Medtronic Inc., which plans to cover its top leaders for certain taxes they face as part of a controversial merger plan, has calculated the cost for the CEO’s tab alone at $25 million.
The Fridley-based medical device giant disclosed to shareholders this week that it would pay an estimated total of $63 million to compensate high-ranking executives for special excise taxes they would incur if Medtronic acquires surgical supplier Covidien and moves overseas in the process.
Medtronic officials argue that paying executives’ excise taxes — which are on top of the capital gains taxes all shareholders pay — actually puts the officers and executives on a level playing field with the rest of the company’s shareholders. Additionally, the company says its leaders wanted to evaluate the merits of the deal without facing a personal financial disincentive to proceed.
“The company believes these individuals should not be discouraged from taking action that they believe is in the best interest of Medtronic and its shareholders,” Medtronic spokesman Fernando Vivanco said in an e-mail. The payments allow them to “focus on what is in the best interests of the company, and not on their personal finances.”

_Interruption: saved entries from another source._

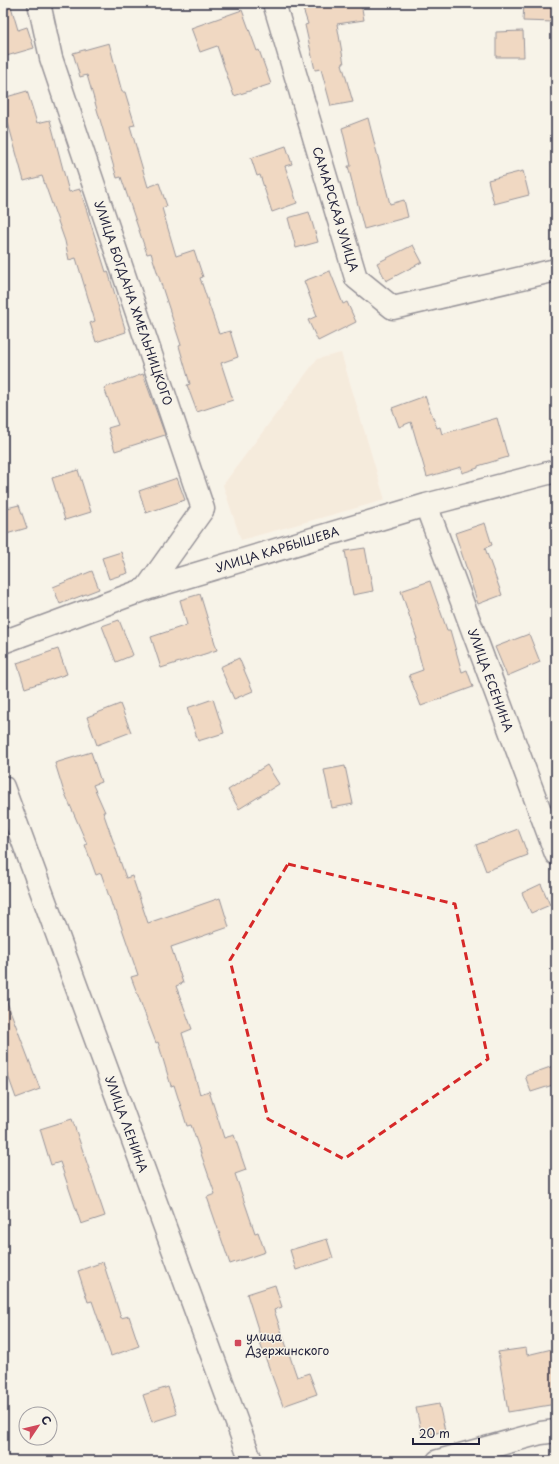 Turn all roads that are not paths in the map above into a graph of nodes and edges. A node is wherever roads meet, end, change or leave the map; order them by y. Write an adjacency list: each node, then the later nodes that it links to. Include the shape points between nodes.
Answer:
1 (39, 3): 6 (street, УЛИЦА БОГДАНА ХМЕЛЬНИЦКОГО, via 52,58 203,509)
2 (274, 3): 3 (street, САМАРСКАЯ УЛИЦА, via 356,278 393,308)
3 (556, 270)
4 (556, 471): 5 (street, УЛИЦА КАРБЫШЕВА)
5 (426, 505): 6 (street, УЛИЦА КАРБЫШЕВА); 9 (street, УЛИЦА ЕСЕНИНА)
6 (146, 589): 7 (street, УЛИЦА КАРБЫШЕВА)
7 (3, 642)
8 (3, 786): 11 (street, УЛИЦА ЛЕНИНА)
9 (556, 854)
10 (556, 1432): 12 (street, via 541,1433)
11 (251, 1461)
12 (438, 1461)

The $42.9 billion deal, which the companies say offers significant strategic benefits, is controversial primarily because incorporating in Covidien’s home of Ireland would also bring tax advantages to Medtronic. President Obama and others have attacked such tax “inversion” deals as unpatriotic, and there are moves afoot in Washington to stop them.
But the tax payments for CEO Omar Ishrak and other top Medtronic figures have also raised the ire of some shareholders — even before the amounts were known — because the company won’t be covering the significant capital-gains taxes that the deal will trigger for longtime shareholders.
“I thought it looked really bad,” said Minneapolis corporate consultant David Schall, who acts as a proxy for his father, longtime former Medtronic board member and shareholder Richard Schall. “I thought it was disingenuous to say they were acting in the best interest of the shareholders, but then … they took care of themselves.”
The deal could close by the end of the year, pending approval from shareholders and the Federal Trade Commission.
In filings with the Securities and Exchange Commission, Medtronic disclosed for the first time late Tuesday how it will pay an estimated $63 million to company officers and directors for their excise tax payments. Four top executives would get more than $5 million each, 11 other current executives would share in $13.1 million in payments, and 10 company directors would benefit from another pool of $5.5 million.
While these tax “gross-ups” were discussed at a tense annual shareholders meeting last week, the company didn’t reveal specific amounts until days after the meeting convened.
Ishrak has pointed out that he and other executives would still pay the same taxes on gains in stock values as all Medtronic investors — taxes that are triggered because the move to Ireland would liquidate existing Medtronic Inc. stock and cause the issuance of new shares of an Irish holding company called Medtronic PLC. Stockholders have to pay capital-gains taxes when they sell shares of stock at a profit.
But the $63 million in gross-ups will primarily cover a different tax: namely, the 15 percent special federal excise tax on future stock options that is faced by executives of companies that move overseas in deals called corporate inversions. The company would also cover state excise taxes.
It’s common for companies to help executives avoid such taxes during corporate inversions. An analysis published in January by financial-news outlet Bloomberg News examined seven large companies that inverted their headquarters overseas and found that all of them took steps to shield their executives from excise taxes.
Steven Davidoff Solomon, a law professor with finance expertise at the University of California Berkeley, said payments like Medtronic’s gross-ups make a mockery of a U.S. tax policy that was designed to force executives to think twice about inversions by imposing taxes on their future stock options.
“The excise tax was put on corporations to slow or inhibit or try to prevent corporate inversions. It has done nothing of the sort. Instead it is costing shareholders more” by taking the cost of the excise taxes out of the company’s bottom line, Solomon said.
Solomon questioned whether Ishrak would support the Covidien acquisition if he had to personally pay $25 million in excise taxes — an amount that handily exceeded his $12 million in total compensation in fiscal year 2014.
At the Aug. 21 annual meeting, Ishrak acknowledged that “the taxes are almost prohibitive in terms of its amount.”
“To the degree that it penalizes those individuals … excessively,” Ishrak told the shareholders, “I think the position the board of directors took is that that should not be a factor, a personal financial impact, to the decision for the broader interest of the company. And that is why that was removed from the table.”